_Available data_.
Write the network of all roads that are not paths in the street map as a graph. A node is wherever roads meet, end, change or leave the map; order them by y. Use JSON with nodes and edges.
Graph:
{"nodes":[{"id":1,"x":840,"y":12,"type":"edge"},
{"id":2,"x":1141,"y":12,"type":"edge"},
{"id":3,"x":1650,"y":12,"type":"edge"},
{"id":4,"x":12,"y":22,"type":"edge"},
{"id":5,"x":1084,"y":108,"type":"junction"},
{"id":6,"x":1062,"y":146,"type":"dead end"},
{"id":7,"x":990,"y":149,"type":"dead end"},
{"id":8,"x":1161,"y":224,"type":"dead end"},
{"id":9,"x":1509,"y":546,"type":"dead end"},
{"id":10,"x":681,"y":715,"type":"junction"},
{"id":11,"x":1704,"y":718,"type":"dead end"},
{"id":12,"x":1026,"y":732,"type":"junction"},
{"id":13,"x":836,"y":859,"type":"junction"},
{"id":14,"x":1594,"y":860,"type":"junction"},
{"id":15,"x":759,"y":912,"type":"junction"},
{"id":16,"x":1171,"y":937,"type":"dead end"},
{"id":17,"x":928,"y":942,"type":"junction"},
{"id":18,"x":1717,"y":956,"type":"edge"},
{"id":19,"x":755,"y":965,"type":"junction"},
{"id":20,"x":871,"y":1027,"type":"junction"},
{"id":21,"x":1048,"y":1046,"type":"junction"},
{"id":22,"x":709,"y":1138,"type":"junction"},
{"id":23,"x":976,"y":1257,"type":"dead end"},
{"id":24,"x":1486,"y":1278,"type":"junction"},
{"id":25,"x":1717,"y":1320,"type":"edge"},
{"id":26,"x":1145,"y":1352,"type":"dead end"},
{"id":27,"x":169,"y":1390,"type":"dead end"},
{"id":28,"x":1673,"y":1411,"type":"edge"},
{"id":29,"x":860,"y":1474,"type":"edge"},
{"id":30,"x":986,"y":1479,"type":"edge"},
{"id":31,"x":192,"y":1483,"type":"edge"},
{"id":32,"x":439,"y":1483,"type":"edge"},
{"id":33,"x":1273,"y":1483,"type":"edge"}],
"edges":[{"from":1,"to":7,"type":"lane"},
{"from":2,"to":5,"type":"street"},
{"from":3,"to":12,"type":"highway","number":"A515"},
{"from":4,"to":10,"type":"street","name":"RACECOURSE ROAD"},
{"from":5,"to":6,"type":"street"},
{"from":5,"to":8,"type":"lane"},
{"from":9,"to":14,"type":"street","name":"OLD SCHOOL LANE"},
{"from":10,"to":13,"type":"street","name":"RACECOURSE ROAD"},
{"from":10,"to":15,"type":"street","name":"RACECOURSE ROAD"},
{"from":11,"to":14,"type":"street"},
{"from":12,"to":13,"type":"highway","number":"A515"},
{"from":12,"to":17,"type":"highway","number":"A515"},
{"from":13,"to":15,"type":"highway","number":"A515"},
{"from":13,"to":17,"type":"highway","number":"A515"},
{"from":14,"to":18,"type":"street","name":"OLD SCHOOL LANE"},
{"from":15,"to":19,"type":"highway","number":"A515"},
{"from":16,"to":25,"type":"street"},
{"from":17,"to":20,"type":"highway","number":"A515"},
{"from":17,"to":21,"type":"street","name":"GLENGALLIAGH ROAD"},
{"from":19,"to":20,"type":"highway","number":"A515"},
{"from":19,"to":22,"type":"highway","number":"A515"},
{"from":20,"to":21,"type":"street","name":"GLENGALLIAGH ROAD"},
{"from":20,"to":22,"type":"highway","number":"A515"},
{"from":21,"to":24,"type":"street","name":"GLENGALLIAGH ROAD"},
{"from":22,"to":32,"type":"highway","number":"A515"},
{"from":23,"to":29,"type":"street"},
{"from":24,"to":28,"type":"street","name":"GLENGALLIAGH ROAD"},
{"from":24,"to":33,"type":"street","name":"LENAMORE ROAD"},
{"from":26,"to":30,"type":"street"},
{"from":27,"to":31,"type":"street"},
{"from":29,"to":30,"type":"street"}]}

_Instructions to follow_.
Repeat each record exactly. Omit nothing.

_Task answer_.
Write the network of all roads that are not paths in the street map as a graph. A node is wherever roads meet, end, change or leave the map; order them by y. Use JSON with nodes and edges.
Graph:
{"nodes":[{"id":1,"x":840,"y":12,"type":"edge"},
{"id":2,"x":1141,"y":12,"type":"edge"},
{"id":3,"x":1650,"y":12,"type":"edge"},
{"id":4,"x":12,"y":22,"type":"edge"},
{"id":5,"x":1084,"y":108,"type":"junction"},
{"id":6,"x":1062,"y":146,"type":"dead end"},
{"id":7,"x":990,"y":149,"type":"dead end"},
{"id":8,"x":1161,"y":224,"type":"dead end"},
{"id":9,"x":1509,"y":546,"type":"dead end"},
{"id":10,"x":681,"y":715,"type":"junction"},
{"id":11,"x":1704,"y":718,"type":"dead end"},
{"id":12,"x":1026,"y":732,"type":"junction"},
{"id":13,"x":836,"y":859,"type":"junction"},
{"id":14,"x":1594,"y":860,"type":"junction"},
{"id":15,"x":759,"y":912,"type":"junction"},
{"id":16,"x":1171,"y":937,"type":"dead end"},
{"id":17,"x":928,"y":942,"type":"junction"},
{"id":18,"x":1717,"y":956,"type":"edge"},
{"id":19,"x":755,"y":965,"type":"junction"},
{"id":20,"x":871,"y":1027,"type":"junction"},
{"id":21,"x":1048,"y":1046,"type":"junction"},
{"id":22,"x":709,"y":1138,"type":"junction"},
{"id":23,"x":976,"y":1257,"type":"dead end"},
{"id":24,"x":1486,"y":1278,"type":"junction"},
{"id":25,"x":1717,"y":1320,"type":"edge"},
{"id":26,"x":1145,"y":1352,"type":"dead end"},
{"id":27,"x":169,"y":1390,"type":"dead end"},
{"id":28,"x":1673,"y":1411,"type":"edge"},
{"id":29,"x":860,"y":1474,"type":"edge"},
{"id":30,"x":986,"y":1479,"type":"edge"},
{"id":31,"x":192,"y":1483,"type":"edge"},
{"id":32,"x":439,"y":1483,"type":"edge"},
{"id":33,"x":1273,"y":1483,"type":"edge"}],
"edges":[{"from":1,"to":7,"type":"lane"},
{"from":2,"to":5,"type":"street"},
{"from":3,"to":12,"type":"highway","number":"A515"},
{"from":4,"to":10,"type":"street","name":"RACECOURSE ROAD"},
{"from":5,"to":6,"type":"street"},
{"from":5,"to":8,"type":"lane"},
{"from":9,"to":14,"type":"street","name":"OLD SCHOOL LANE"},
{"from":10,"to":13,"type":"street","name":"RACECOURSE ROAD"},
{"from":10,"to":15,"type":"street","name":"RACECOURSE ROAD"},
{"from":11,"to":14,"type":"street"},
{"from":12,"to":13,"type":"highway","number":"A515"},
{"from":12,"to":17,"type":"highway","number":"A515"},
{"from":13,"to":15,"type":"highway","number":"A515"},
{"from":13,"to":17,"type":"highway","number":"A515"},
{"from":14,"to":18,"type":"street","name":"OLD SCHOOL LANE"},
{"from":15,"to":19,"type":"highway","number":"A515"},
{"from":16,"to":25,"type":"street"},
{"from":17,"to":20,"type":"highway","number":"A515"},
{"from":17,"to":21,"type":"street","name":"GLENGALLIAGH ROAD"},
{"from":19,"to":20,"type":"highway","number":"A515"},
{"from":19,"to":22,"type":"highway","number":"A515"},
{"from":20,"to":21,"type":"street","name":"GLENGALLIAGH ROAD"},
{"from":20,"to":22,"type":"highway","number":"A515"},
{"from":21,"to":24,"type":"street","name":"GLENGALLIAGH ROAD"},
{"from":22,"to":32,"type":"highway","number":"A515"},
{"from":23,"to":29,"type":"street"},
{"from":24,"to":28,"type":"street","name":"GLENGALLIAGH ROAD"},
{"from":24,"to":33,"type":"street","name":"LENAMORE ROAD"},
{"from":26,"to":30,"type":"street"},
{"from":27,"to":31,"type":"street"},
{"from":29,"to":30,"type":"street"}]}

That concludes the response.